We first do a multiplication:  then a * b =
0 * 10^10 + 1296 * 10^8 + 4789 * 10^6 + 5100 * 10^4 + 3620 * 10^2 + 1617
Then we add in c before doing reduction, allowing us to get a * b + c =
0 * 10^10 + 1296 * 10^8 + 4789 * 10^6 + 5122 * 10^4 + 3620 * 10^2 + 1712
We then perform a tidying on the upper half of the terms:
0 * 10^10 + 1296 * 10^8 + 4789 * 10^6
0 * 10^10 + (1296 + 47) * 10^8 + 89 * 10^6
0 * 10^10 + 1343 * 10^8 + 89 * 10^6
13 * 10^10 + 43 * 10^8 + 89 * 10^6
which then gives us
13 * 10^10 + 43 * 10^8 + 89 * 10^6 + 5122 * 10^4 + 3620 * 10^2 + 1712
we then reduce modulo p similar to the reduction example above:
13 * 10^10 + 43 * 10^8 + 89 * 10^6 + 5122 * 10^4 + 3620 * 10^2 + 1712 
	- (13 * 10^4 * p)
69 * 10^8 + 89 * 10^6 + 5109 * 10^4 + 3620 * 10^2 + 1712
	- (69 * 10^2 * p)
227 * 10^6 + 5109 * 10^4 + 3551 * 10^2 + 1712
	- (227 * p)
5563 * 10^4 + 3551 * 10^2 + 1485
finally, we do tidying to get the precision of each term down to 2 digits
5563 * 10^4 + 3565 * 10^2 + 85
5598 * 10^4 + 65 * 10^2 + 85
55 * 10^6 + 98 * 10^4 + 65 * 10^2 + 85
and perform another reduction step
	- (55 * p)
208 * 10^4 + 65 * 10^2 + 30
There may be a small number of further reductions that could be done at
this point, but this is typically done only at the end when converting
from floating point  to an integer unit representation.

FLOATING POINT PRECISION
========================
This section discusses the precision of floating point numbers, which
one writing new formulae or a larger bit size should be aware of.  The
danger is that an intermediate result may be required to store a
mantissa larger than 53 bits, which would cause error by rounding off.

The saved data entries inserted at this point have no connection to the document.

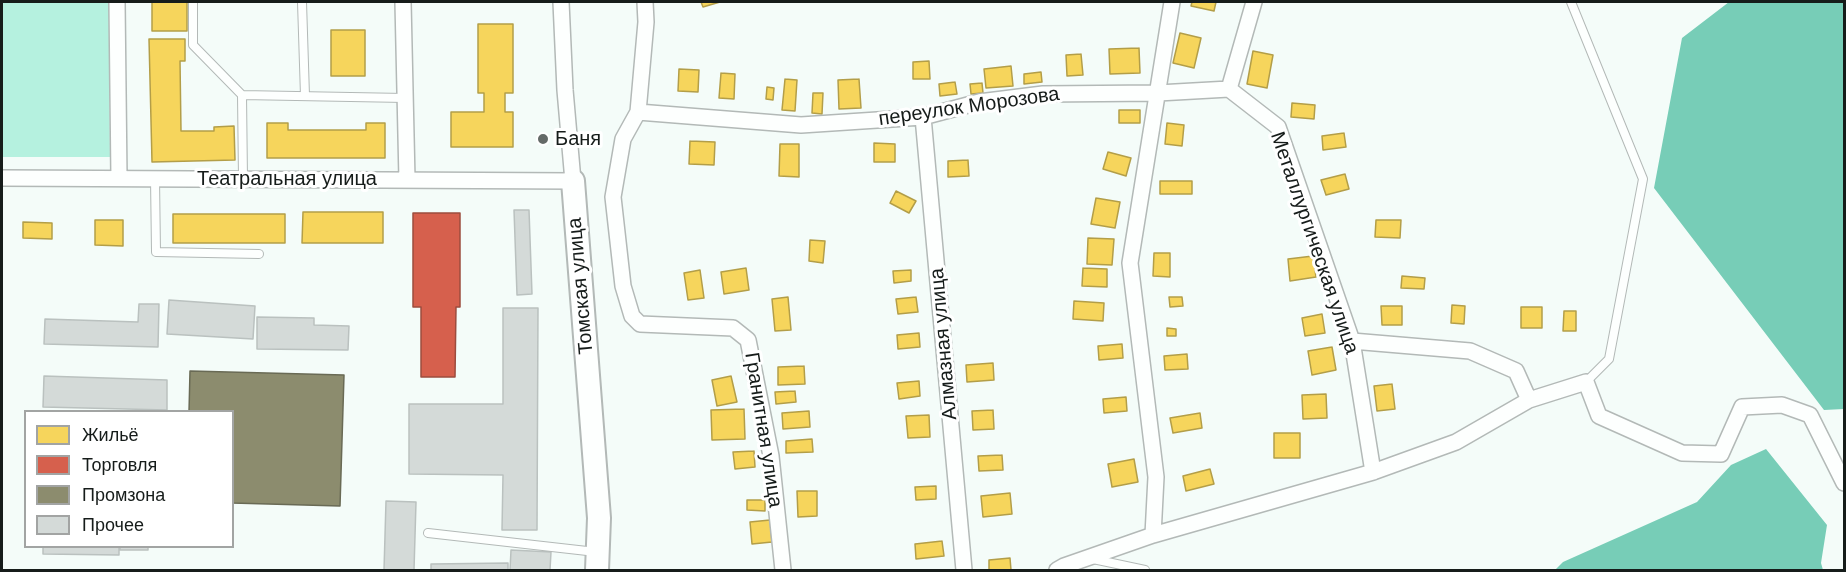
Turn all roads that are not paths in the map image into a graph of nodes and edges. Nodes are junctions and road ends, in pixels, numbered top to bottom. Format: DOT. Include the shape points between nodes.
graph roads {
  1 [pos="117,2"];
  2 [pos="193,2"];
  3 [pos="302,2"];
  4 [pos="403,2"];
  5 [pos="561,2"];
  6 [pos="645,2"];
  7 [pos="1172,2"];
  8 [pos="1254,2"];
  9 [pos="1571,2"];
  10 [pos="1229,89"];
  11 [pos="1158,93"];
  12 [pos="243,95"];
  13 [pos="305,96"];
  14 [pos="405,98"];
  15 [pos="639,112"];
  16 [pos="923,117"];
  17 [pos="2,178"];
  18 [pos="119,178"];
  19 [pos="155,178"];
  20 [pos="243,179"];
  21 [pos="407,180"];
  22 [pos="573,181"];
  23 [pos="259,254"];
  24 [pos="1352,341"];
  25 [pos="1586,382"];
  26 [pos="1529,400"];
  27 [pos="1372,472"];
  28 [pos="1845,483"];
  29 [pos="428,533"];
  30 [pos="1154,535"];
  31 [pos="1089,558"];
  32 [pos="598,561"];
  33 [pos="783,570"];
  34 [pos="964,570"];
  35 [pos="1057,570"];
  36 [pos="1145,570"];
  1 -- 18 [label="street"];
  2 -- 12 [label="lane" via="194,45"];
  3 -- 13 [label="lane"];
  4 -- 14 [label="street"];
  5 -- 22 [label="street, Томская улица"];
  6 -- 15 [label="street, Гранитная улица"];
  7 -- 11 [label="street"];
  8 -- 10 [label="street"];
  9 -- 25 [label="lane" via="1642,179 1609,359"];
  10 -- 11 [label="street, переулок Морозова"];
  10 -- 24 [label="street, Металлургическая улица" via="1278,127"];
  11 -- 16 [label="street, переулок Морозова" via="1043,94 979,102"];
  11 -- 30 [label="street" via="1130,263 1156,477"];
  12 -- 13 [label="lane"];
  12 -- 20 [label="lane"];
  13 -- 14 [label="lane"];
  14 -- 21 [label="street"];
  15 -- 16 [label="street, переулок Морозова" via="801,125"];
  15 -- 33 [label="street, Гранитная улица" via="622,139 613,197 623,286 632,316 639,324 733,328 748,340 771,456"];
  16 -- 34 [label="street, Алмазная улица"];
  17 -- 18 [label="street, Театральная улица"];
  18 -- 19 [label="street, Театральная улица"];
  19 -- 20 [label="street, Театральная улица"];
  19 -- 23 [label="lane" via="156,252"];
  20 -- 21 [label="street, Театральная улица"];
  21 -- 22 [label="street, Театральная улица"];
  22 -- 32 [label="street, Томская улица" via="599,518"];
  24 -- 26 [label="street" via="1470,351 1516,371"];
  24 -- 27 [label="street, Металлургическая улица"];
  25 -- 26 [label="street"];
  25 -- 28 [label="street" via="1599,416 1682,453 1721,454 1742,407 1782,405 1810,415"];
  26 -- 27 [label="street" via="1456,442"];
  27 -- 30 [label="street"];
  29 -- 32 [label="lane"];
  30 -- 31 [label="street"];
  31 -- 35 [label="street"];
  31 -- 36 [label="lane"];
}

Note that the tidying with IEEE rounding mode set to round-to-even
allows negative numbers, which actually reduces the size of the double
mantissa to 23 bits - since it rounds the mantissa to the nearest number 
modulo 2^24, i.e. roughly between -2^23 and 2^23.
A multiplication increases the bit size to 2^46 * n, where n is the number
of doubles to store a number.  For the 224 bit curve, n = 10.  This gives 
doubles of size 5 * 2^47.  Adding two of these doubles gives a result
of size 5 * 2^48, which is less than 2^53, so this is safe.  
Similar analysis can be done for other formulae to ensure numbers remain
below 2^53.

Extended-Precision Floating Point
---------------------------------
Some platforms, notably x86 Linux, may use an extended-precision floating
point representation that has a 64-bit mantissa.  [6]  Although this
implementation is optimized for the IEEE standard 53-bit mantissa,
it should work with the 64-bit mantissa.  A check is done at run-time
in the function ec_set_fp_precision that detects if the precision is
greater than 53 bits, and runs code for the 64-bit mantissa accordingly.

REFERENCES
==========
[1] Certicom Corp., "SEC 2: Recommended Elliptic Curve Domain Parameters", Sept. 20, 2000.  www.secg.org
[2] Sun Microsystems Inc.  UltraSPARC III Cu User's Manual, Version 1.0, May 2002, Table 4.4
[3] H. Cohen, A. Miyaji, and T. Ono, "Efficient Elliptic Curve Exponentiation Using Mixed Coordinates".
[4] Henk C.A. van Tilborg, Generalized Mersenne Prime.  http://www.win.tue.nl/~henkvt/GenMersenne.pdf
[5] Daniel J. Bernstein, Floating-Point Arithmetic and Message Authentication, Journal of Cryptology, March 2000, Section 2.
[6] Daniel J. Bernstein, Floating-Point Arithmetic and Message Authentication, Journal of Cryptology, March 2000, Section 2 Notes.